Brazle told News 3 one priority is making sure residents stay with the same medication with which they’re vaccinated.
“The challenge that we're facing is your first and second vaccinations need to be the same medication,” he said. “If you get a vaccination in another community and then you don't go back to that site four weeks later, you may be showing up somewhere and getting the wrong medication."
Former VDH State Health Commissioner Dr. Marissa Levine is a public health practice professor at the University of South Florida.
“People in a particular area think that the vaccines are theirs, and to some degree, they've been allocated to them based on the population,” Levine said. “It raises lots of anxiety when other people come in and try to get their vaccine, so to speak.”

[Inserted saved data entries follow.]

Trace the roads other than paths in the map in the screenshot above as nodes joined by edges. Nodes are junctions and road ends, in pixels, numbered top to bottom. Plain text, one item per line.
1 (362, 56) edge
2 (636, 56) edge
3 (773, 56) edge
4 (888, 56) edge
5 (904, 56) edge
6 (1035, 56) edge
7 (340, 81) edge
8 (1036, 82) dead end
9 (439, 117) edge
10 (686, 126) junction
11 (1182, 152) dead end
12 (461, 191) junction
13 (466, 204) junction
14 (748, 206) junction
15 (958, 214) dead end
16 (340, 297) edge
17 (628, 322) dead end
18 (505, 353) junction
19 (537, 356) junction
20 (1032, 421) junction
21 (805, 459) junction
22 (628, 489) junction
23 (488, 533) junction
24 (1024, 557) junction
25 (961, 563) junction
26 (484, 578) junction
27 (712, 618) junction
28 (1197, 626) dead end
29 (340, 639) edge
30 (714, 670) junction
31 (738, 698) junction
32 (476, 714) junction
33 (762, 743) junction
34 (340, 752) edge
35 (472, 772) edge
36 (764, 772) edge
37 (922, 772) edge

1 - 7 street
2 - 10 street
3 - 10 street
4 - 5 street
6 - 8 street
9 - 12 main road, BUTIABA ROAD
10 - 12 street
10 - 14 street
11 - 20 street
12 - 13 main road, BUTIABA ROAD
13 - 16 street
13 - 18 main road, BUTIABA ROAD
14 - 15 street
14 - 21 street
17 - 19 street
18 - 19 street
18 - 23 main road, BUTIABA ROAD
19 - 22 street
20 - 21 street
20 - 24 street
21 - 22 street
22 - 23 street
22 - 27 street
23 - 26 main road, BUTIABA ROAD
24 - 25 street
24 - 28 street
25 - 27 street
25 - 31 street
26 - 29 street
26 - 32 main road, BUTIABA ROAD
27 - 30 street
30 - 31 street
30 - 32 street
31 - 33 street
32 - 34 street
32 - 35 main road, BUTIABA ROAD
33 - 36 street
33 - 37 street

She told News 3 going elsewhere to get shots is not a new concept.
“Especially when you have a situation as we do now where we're attempting a mass vaccination effort and demand is greater than supply, at the end of the day, people are kind of jockeying for position to get the vaccine,” Levine said.
Levine believes clear communication and transparency are vital looking ahead.
“At the end of the day, that's what we need right now - is just lots of transparency and a good ethical framework so that we really work toward an equitable distribution of vaccines even when there is a shortage,” she said.
Meanwhile, Brazle said it's important to be patient and encourages people to use local health systems available to them.